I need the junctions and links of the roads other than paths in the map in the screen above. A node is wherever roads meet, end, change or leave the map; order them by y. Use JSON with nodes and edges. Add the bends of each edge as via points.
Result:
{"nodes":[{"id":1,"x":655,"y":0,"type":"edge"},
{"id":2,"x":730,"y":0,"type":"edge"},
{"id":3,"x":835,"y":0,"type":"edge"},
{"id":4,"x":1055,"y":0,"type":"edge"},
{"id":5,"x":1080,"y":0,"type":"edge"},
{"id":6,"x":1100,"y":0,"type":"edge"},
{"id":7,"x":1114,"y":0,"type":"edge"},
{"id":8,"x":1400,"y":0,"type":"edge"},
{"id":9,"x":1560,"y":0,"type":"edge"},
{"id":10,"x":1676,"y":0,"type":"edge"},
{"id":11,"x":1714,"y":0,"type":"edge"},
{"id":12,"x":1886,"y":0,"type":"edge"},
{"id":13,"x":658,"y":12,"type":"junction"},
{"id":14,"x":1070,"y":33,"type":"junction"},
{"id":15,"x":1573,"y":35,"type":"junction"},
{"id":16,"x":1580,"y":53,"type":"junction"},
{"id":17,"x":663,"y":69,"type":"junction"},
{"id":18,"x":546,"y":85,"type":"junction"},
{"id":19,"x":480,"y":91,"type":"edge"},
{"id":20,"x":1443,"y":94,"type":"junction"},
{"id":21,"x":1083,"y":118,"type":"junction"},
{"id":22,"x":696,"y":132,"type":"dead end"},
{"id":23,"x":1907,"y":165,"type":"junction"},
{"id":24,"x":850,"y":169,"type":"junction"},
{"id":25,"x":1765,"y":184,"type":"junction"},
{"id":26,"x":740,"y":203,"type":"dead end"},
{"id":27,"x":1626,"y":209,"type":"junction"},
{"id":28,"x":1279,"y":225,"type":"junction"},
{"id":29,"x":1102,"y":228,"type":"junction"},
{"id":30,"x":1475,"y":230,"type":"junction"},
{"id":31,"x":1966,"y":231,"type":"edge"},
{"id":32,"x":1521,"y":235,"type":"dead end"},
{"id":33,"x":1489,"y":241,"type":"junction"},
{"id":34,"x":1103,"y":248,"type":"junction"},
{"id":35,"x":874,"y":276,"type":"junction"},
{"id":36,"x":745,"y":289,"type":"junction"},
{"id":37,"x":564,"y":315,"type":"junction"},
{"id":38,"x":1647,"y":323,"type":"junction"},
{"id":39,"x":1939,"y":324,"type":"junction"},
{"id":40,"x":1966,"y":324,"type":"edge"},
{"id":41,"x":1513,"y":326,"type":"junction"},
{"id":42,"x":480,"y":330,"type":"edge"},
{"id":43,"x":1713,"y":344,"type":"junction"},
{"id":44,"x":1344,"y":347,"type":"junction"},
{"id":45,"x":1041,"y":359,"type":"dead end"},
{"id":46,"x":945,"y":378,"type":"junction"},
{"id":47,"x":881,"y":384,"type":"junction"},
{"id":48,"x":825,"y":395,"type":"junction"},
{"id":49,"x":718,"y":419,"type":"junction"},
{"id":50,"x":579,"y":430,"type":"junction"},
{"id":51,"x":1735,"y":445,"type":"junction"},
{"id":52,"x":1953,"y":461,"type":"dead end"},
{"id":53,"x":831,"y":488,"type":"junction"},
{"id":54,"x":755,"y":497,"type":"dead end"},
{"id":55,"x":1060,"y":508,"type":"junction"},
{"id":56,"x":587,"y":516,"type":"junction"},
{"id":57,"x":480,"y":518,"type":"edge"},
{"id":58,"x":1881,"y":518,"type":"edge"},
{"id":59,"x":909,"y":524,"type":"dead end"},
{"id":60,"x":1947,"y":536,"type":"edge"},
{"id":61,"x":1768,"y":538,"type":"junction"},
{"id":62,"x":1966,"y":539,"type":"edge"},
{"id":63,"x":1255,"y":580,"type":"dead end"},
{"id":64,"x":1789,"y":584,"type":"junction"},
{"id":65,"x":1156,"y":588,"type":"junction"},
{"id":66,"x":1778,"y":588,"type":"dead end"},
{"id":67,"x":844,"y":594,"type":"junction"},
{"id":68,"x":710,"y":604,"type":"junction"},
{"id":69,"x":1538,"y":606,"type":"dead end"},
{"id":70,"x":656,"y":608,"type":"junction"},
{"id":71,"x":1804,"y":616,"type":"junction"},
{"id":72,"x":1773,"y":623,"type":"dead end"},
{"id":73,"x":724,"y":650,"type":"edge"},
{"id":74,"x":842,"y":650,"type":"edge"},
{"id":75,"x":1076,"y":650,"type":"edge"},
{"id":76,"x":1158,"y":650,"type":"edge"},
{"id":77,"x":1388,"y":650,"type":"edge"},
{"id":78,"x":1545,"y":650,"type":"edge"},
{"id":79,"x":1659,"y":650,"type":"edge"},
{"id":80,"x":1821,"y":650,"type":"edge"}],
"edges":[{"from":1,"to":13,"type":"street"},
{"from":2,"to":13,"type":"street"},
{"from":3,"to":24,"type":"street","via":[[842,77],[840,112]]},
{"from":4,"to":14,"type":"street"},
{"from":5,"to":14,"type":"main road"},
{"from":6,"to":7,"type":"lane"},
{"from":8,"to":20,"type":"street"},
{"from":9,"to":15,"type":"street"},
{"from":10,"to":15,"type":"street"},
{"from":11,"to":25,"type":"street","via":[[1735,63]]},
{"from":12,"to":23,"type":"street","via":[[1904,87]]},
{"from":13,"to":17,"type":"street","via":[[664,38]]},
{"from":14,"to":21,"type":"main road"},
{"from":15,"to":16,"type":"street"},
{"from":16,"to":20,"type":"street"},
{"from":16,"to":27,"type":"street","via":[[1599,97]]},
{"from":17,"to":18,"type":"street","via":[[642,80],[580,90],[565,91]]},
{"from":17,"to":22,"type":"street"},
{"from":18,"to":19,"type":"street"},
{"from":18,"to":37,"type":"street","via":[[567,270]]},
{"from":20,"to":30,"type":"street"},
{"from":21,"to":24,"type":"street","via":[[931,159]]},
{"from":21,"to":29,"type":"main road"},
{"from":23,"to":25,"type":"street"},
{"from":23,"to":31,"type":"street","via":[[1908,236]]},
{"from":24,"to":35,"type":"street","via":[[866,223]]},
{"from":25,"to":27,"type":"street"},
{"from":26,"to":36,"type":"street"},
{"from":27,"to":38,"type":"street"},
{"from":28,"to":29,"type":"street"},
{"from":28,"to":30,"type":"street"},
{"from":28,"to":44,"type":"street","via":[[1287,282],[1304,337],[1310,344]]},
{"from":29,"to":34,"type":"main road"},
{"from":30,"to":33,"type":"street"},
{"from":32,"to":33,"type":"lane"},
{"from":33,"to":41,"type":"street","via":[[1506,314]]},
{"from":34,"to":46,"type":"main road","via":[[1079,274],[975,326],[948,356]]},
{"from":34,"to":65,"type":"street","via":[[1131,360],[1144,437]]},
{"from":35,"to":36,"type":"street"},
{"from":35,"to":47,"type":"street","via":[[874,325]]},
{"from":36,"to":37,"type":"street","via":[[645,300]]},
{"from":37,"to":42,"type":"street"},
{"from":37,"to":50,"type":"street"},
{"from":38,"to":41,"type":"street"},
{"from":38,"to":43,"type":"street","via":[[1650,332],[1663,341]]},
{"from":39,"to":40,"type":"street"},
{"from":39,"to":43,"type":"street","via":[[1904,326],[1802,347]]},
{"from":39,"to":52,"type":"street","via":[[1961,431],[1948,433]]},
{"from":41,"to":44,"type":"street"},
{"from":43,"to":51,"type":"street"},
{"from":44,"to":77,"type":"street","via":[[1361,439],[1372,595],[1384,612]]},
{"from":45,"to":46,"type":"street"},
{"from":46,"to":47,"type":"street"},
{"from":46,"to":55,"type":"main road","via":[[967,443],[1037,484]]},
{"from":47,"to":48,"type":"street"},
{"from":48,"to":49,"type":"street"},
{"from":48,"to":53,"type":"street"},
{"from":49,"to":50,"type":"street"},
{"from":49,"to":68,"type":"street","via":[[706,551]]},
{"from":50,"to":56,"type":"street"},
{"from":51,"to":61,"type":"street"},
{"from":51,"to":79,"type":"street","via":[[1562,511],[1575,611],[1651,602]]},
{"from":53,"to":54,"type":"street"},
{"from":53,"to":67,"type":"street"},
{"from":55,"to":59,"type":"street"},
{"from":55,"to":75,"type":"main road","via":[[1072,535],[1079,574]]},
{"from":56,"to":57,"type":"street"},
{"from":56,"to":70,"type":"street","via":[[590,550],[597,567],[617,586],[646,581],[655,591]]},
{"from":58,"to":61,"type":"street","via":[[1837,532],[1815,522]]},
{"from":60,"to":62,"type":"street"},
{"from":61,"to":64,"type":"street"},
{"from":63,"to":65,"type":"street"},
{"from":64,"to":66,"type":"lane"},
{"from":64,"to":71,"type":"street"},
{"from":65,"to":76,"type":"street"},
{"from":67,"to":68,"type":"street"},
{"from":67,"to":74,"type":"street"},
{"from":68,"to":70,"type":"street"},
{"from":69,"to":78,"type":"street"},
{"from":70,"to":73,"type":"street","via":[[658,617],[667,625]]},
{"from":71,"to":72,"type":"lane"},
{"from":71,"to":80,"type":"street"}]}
•••••
* **GOAL OF THE EXERCISE**:
Search the listing above for "lane" and copy every line that holds it.

* **FINISHED TASK**:
{"from":6,"to":7,"type":"lane"},
{"from":32,"to":33,"type":"lane"},
{"from":64,"to":66,"type":"lane"},
{"from":71,"to":72,"type":"lane"},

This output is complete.